La prise d'Ulm avait achevé la défaite des Autrichiens et ouvert à l'empereur les portes de Vienne; mais les Russes s'avançaient à marches forcées au secours de leurs alliés. Sa Majesté se porta à leur rencontre; et le 1er décembre, les deux armées ennemies se trouvèrent en face l'une de l'autre. Par un de ces hasards qui n'étaient faits que pour l'empereur, le jour de la bataille d'Austerlitz était aussi le jour anniversaire du couronnement.
Je ne sais plus pourquoi il n'y avait pas à Austerlitz de tente pour l'empereur; les soldats lui avaient dressé avec des branches une espèce de baraque, avec une ouverture dans le haut pour le passage de la fumée. Sa Majesté n'avait pour lit que de la paille; mais elle était si fatiguée, la veille de la bataille, après avoir passé la journée à cheval sur les hauteurs du Santon, qu'elle dormait profondément quand le général Savary, un de ses aides-de-camp, entra pour lui rendre compte d'une mission dont il avait été chargé. Le général fut obligé de toucher l'épaule de l'empereur et de le pousser pour l'éveiller. Alors il se leva et remonta à cheval pour visiter ses avant-postes. La nuit était profonde, mais tout à coup le camp se trouva illuminé comme par enchantement.
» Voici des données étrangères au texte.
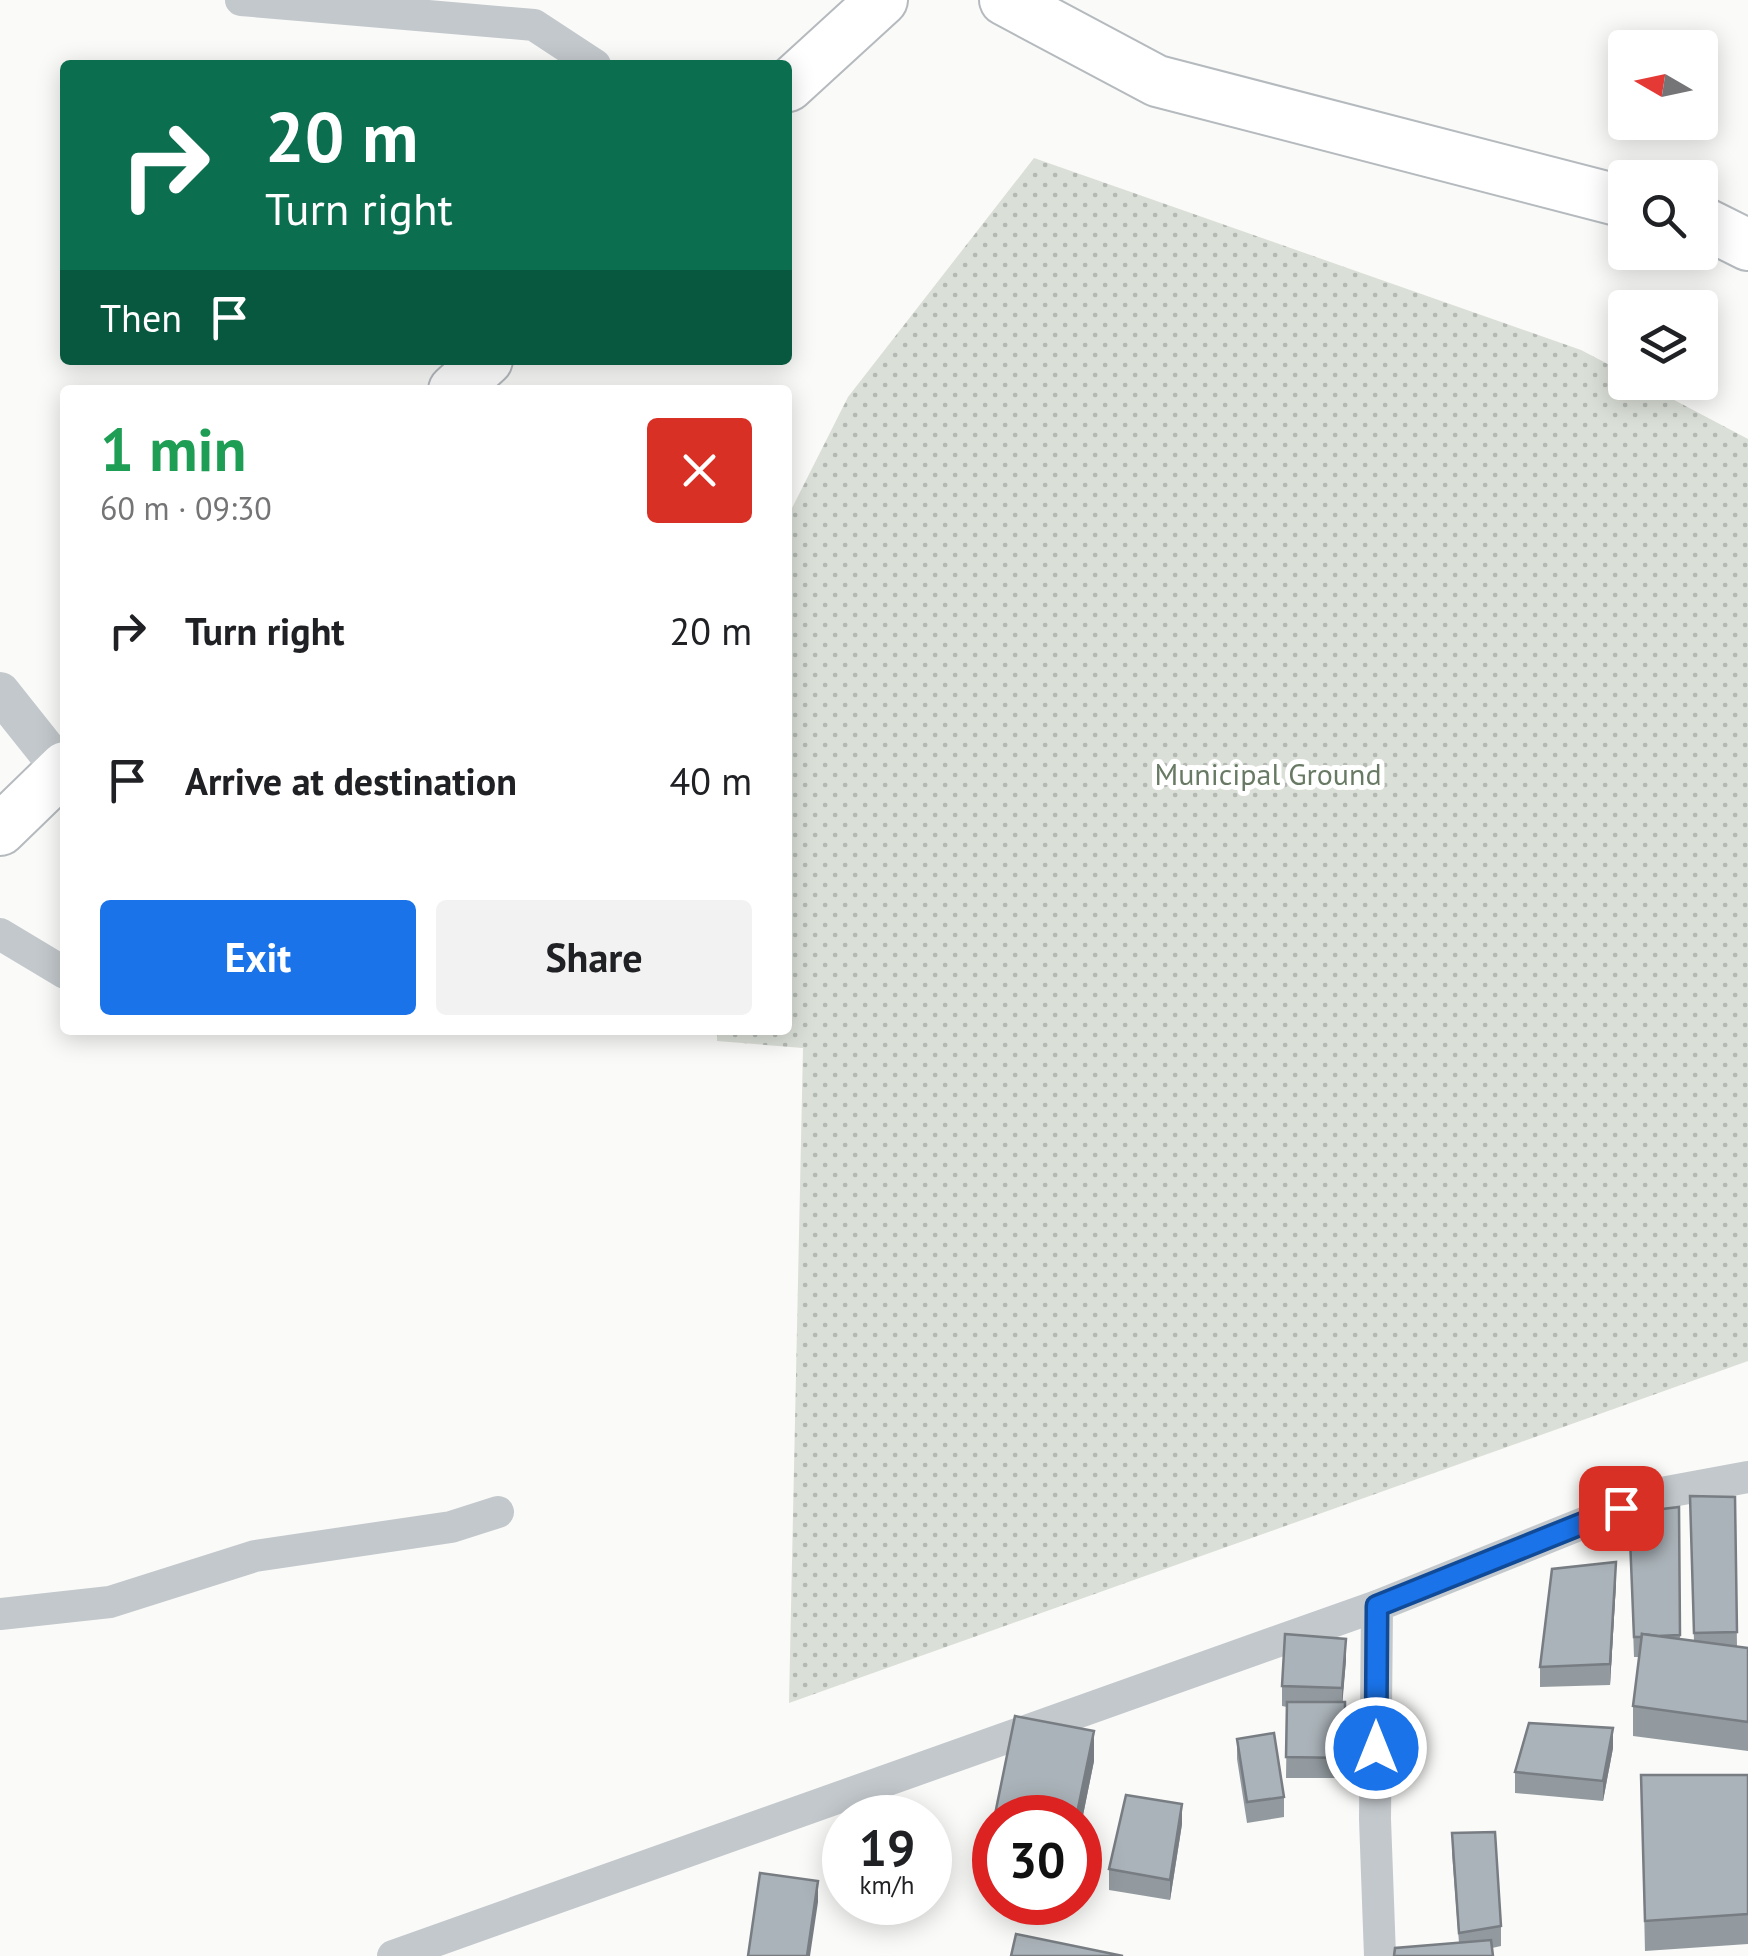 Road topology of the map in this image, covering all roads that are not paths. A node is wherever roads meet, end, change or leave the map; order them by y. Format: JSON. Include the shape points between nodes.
{"nodes":[{"id":1,"x":240,"y":0,"type":"edge"},
{"id":2,"x":882,"y":0,"type":"edge"},
{"id":3,"x":1005,"y":0,"type":"edge"},
{"id":4,"x":587,"y":60,"type":"edge"},
{"id":5,"x":792,"y":82,"type":"edge"},
{"id":6,"x":1608,"y":198,"type":"edge"},
{"id":7,"x":1718,"y":230,"type":"edge"},
{"id":8,"x":1748,"y":246,"type":"edge"},
{"id":9,"x":482,"y":365,"type":"edge"},
{"id":10,"x":460,"y":385,"type":"edge"},
{"id":11,"x":0,"y":692,"type":"edge"},
{"id":12,"x":60,"y":764,"type":"edge"},
{"id":13,"x":60,"y":771,"type":"edge"},
{"id":14,"x":0,"y":830,"type":"edge"},
{"id":15,"x":0,"y":934,"type":"edge"},
{"id":16,"x":60,"y":970,"type":"edge"},
{"id":17,"x":1748,"y":1476,"type":"edge"},
{"id":18,"x":498,"y":1512,"type":"dead end"},
{"id":19,"x":1377,"y":1606,"type":"junction"},
{"id":20,"x":0,"y":1614,"type":"edge"},
{"id":21,"x":394,"y":1956,"type":"edge"},
{"id":22,"x":1380,"y":1956,"type":"edge"}],
"edges":[{"from":1,"to":4,"type":"street","via":[[534,25]]},
{"from":2,"to":5,"type":"main road"},
{"from":3,"to":6,"type":"main road","via":[[1156,82]]},
{"from":7,"to":8,"type":"main road"},
{"from":9,"to":10,"type":"main road"},
{"from":11,"to":12,"type":"street"},
{"from":13,"to":14,"type":"main road"},
{"from":15,"to":16,"type":"street"},
{"from":17,"to":19,"type":"street","via":[[1656,1494]]},
{"from":18,"to":20,"type":"street","via":[[451,1527],[255,1556],[110,1602]]},
{"from":19,"to":21,"type":"street"},
{"from":19,"to":22,"type":"street"}]}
Chaque soldat mit une poignée de paille au bout de sa baïonnette, et tous ces brandons se trouvèrent allumés en moins de temps qu'il n'en faut pour l'écrire. L'empereur parcourut à cheval toute sa ligne, adressant la parole aux soldats qu'il reconnaissait. «Soyez demain, mes braves, tels que vous avez toujours été, leur disait-il, et les Russes sont à nous, nous les tenons!» L'air retentissait des cris de vive l'empereur! et il n'y avait officier ni soldat qui ne comptât pour le lendemain sur une victoire.
Sa Majesté, en visitant la ligne d'attaque où les vivres manquaient depuis quarante-huit heures, (car on n'avait distribué dans cette journée qu'un pain de munition pour huit hommes), vit, en passant de bivouac en bivouac, des soldats occupés à faire cuire des pommes de terre sous la cendre. Se trouvant devant le 4e régiment de ligne dont son frère était colonel, l'empereur dit à un grenadier du 2e bataillon, en prenant et mangeant une des pommes de terre de l'escouade: «Es-tu content de ces pigeons-là?—Hum! çà vaut toujours mieux que rien; mais ces pigeons-là, c'est bien de la viande de carême.—Eh bien, mon vieux,» reprit Sa Majesté en montrant aux soldats les feux de l'ennemi, «aide-moi à débusquer ces b...-là, et nous ferons le mardi-gras à Vienne.»